═════ Records for processing ═════

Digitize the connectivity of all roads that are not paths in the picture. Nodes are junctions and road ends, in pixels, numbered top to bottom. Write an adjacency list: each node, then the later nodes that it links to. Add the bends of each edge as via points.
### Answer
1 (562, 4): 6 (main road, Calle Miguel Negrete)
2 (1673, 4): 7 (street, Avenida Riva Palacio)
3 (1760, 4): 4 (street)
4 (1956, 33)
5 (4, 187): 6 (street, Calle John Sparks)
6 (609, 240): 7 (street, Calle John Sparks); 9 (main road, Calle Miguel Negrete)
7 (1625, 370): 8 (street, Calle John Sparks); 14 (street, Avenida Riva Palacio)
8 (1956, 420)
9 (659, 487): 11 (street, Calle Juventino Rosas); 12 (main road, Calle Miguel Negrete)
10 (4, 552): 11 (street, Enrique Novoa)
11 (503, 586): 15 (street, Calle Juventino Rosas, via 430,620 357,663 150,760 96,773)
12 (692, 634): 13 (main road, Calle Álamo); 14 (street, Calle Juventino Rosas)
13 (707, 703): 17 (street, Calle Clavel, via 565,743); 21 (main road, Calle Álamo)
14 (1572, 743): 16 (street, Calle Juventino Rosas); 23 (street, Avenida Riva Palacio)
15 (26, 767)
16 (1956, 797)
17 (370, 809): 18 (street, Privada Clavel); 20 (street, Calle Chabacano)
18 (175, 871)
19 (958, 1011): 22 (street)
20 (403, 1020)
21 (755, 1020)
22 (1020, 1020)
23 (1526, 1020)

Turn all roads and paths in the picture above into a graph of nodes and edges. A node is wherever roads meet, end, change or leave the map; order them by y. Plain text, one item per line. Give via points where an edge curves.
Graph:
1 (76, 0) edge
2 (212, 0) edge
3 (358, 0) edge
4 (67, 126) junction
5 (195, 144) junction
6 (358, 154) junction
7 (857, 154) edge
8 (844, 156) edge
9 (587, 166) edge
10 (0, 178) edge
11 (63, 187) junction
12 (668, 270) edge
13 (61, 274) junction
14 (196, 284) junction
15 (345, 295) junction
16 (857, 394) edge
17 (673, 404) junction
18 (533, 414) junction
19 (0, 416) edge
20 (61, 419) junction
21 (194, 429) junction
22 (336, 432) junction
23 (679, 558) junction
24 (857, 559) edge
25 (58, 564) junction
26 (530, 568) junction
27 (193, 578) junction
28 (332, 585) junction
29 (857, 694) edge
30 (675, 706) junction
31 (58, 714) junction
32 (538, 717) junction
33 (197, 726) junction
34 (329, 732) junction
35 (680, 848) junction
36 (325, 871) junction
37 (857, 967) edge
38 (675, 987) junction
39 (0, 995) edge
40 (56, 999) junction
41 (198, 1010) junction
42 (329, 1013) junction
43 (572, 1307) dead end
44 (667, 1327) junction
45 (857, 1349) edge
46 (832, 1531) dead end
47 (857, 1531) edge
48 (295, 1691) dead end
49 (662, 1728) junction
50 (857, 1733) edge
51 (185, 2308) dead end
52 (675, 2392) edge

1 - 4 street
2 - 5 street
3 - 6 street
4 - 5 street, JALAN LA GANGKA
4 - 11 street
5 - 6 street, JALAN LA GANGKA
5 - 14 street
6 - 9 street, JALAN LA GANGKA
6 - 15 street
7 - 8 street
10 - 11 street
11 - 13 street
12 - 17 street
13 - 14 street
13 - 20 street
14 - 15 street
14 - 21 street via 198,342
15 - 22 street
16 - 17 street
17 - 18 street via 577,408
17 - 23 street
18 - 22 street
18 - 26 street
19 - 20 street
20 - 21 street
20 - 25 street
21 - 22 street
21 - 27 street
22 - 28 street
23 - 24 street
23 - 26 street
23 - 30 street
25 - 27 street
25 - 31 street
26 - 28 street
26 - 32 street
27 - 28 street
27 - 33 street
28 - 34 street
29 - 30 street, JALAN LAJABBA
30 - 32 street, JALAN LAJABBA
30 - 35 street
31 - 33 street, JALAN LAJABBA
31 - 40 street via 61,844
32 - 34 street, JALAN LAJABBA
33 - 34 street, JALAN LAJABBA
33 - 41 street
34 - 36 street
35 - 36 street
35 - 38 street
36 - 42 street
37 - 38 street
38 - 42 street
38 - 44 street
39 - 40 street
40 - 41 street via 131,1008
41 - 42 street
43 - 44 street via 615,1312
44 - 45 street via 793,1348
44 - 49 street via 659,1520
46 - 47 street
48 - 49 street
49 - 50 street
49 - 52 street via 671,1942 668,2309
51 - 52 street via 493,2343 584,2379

═════

*Goal of the exercise*.
Nothing is to be left out; reproduce each record exactly.

*Result for this task*.
Digitize the connectivity of all roads that are not paths in the picture. Nodes are junctions and road ends, in pixels, numbered top to bottom. Write an adjacency list: each node, then the later nodes that it links to. Add the bends of each edge as via points.
### Answer
1 (562, 4): 6 (main road, Calle Miguel Negrete)
2 (1673, 4): 7 (street, Avenida Riva Palacio)
3 (1760, 4): 4 (street)
4 (1956, 33)
5 (4, 187): 6 (street, Calle John Sparks)
6 (609, 240): 7 (street, Calle John Sparks); 9 (main road, Calle Miguel Negrete)
7 (1625, 370): 8 (street, Calle John Sparks); 14 (street, Avenida Riva Palacio)
8 (1956, 420)
9 (659, 487): 11 (street, Calle Juventino Rosas); 12 (main road, Calle Miguel Negrete)
10 (4, 552): 11 (street, Enrique Novoa)
11 (503, 586): 15 (street, Calle Juventino Rosas, via 430,620 357,663 150,760 96,773)
12 (692, 634): 13 (main road, Calle Álamo); 14 (street, Calle Juventino Rosas)
13 (707, 703): 17 (street, Calle Clavel, via 565,743); 21 (main road, Calle Álamo)
14 (1572, 743): 16 (street, Calle Juventino Rosas); 23 (street, Avenida Riva Palacio)
15 (26, 767)
16 (1956, 797)
17 (370, 809): 18 (street, Privada Clavel); 20 (street, Calle Chabacano)
18 (175, 871)
19 (958, 1011): 22 (street)
20 (403, 1020)
21 (755, 1020)
22 (1020, 1020)
23 (1526, 1020)

Turn all roads and paths in the picture above into a graph of nodes and edges. A node is wherever roads meet, end, change or leave the map; order them by y. Plain text, one item per line. Give via points where an edge curves.
Graph:
1 (76, 0) edge
2 (212, 0) edge
3 (358, 0) edge
4 (67, 126) junction
5 (195, 144) junction
6 (358, 154) junction
7 (857, 154) edge
8 (844, 156) edge
9 (587, 166) edge
10 (0, 178) edge
11 (63, 187) junction
12 (668, 270) edge
13 (61, 274) junction
14 (196, 284) junction
15 (345, 295) junction
16 (857, 394) edge
17 (673, 404) junction
18 (533, 414) junction
19 (0, 416) edge
20 (61, 419) junction
21 (194, 429) junction
22 (336, 432) junction
23 (679, 558) junction
24 (857, 559) edge
25 (58, 564) junction
26 (530, 568) junction
27 (193, 578) junction
28 (332, 585) junction
29 (857, 694) edge
30 (675, 706) junction
31 (58, 714) junction
32 (538, 717) junction
33 (197, 726) junction
34 (329, 732) junction
35 (680, 848) junction
36 (325, 871) junction
37 (857, 967) edge
38 (675, 987) junction
39 (0, 995) edge
40 (56, 999) junction
41 (198, 1010) junction
42 (329, 1013) junction
43 (572, 1307) dead end
44 (667, 1327) junction
45 (857, 1349) edge
46 (832, 1531) dead end
47 (857, 1531) edge
48 (295, 1691) dead end
49 (662, 1728) junction
50 (857, 1733) edge
51 (185, 2308) dead end
52 (675, 2392) edge

1 - 4 street
2 - 5 street
3 - 6 street
4 - 5 street, JALAN LA GANGKA
4 - 11 street
5 - 6 street, JALAN LA GANGKA
5 - 14 street
6 - 9 street, JALAN LA GANGKA
6 - 15 street
7 - 8 street
10 - 11 street
11 - 13 street
12 - 17 street
13 - 14 street
13 - 20 street
14 - 15 street
14 - 21 street via 198,342
15 - 22 street
16 - 17 street
17 - 18 street via 577,408
17 - 23 street
18 - 22 street
18 - 26 street
19 - 20 street
20 - 21 street
20 - 25 street
21 - 22 street
21 - 27 street
22 - 28 street
23 - 24 street
23 - 26 street
23 - 30 street
25 - 27 street
25 - 31 street
26 - 28 street
26 - 32 street
27 - 28 street
27 - 33 street
28 - 34 street
29 - 30 street, JALAN LAJABBA
30 - 32 street, JALAN LAJABBA
30 - 35 street
31 - 33 street, JALAN LAJABBA
31 - 40 street via 61,844
32 - 34 street, JALAN LAJABBA
33 - 34 street, JALAN LAJABBA
33 - 41 street
34 - 36 street
35 - 36 street
35 - 38 street
36 - 42 street
37 - 38 street
38 - 42 street
38 - 44 street
39 - 40 street
40 - 41 street via 131,1008
41 - 42 street
43 - 44 street via 615,1312
44 - 45 street via 793,1348
44 - 49 street via 659,1520
46 - 47 street
48 - 49 street
49 - 50 street
49 - 52 street via 671,1942 668,2309
51 - 52 street via 493,2343 584,2379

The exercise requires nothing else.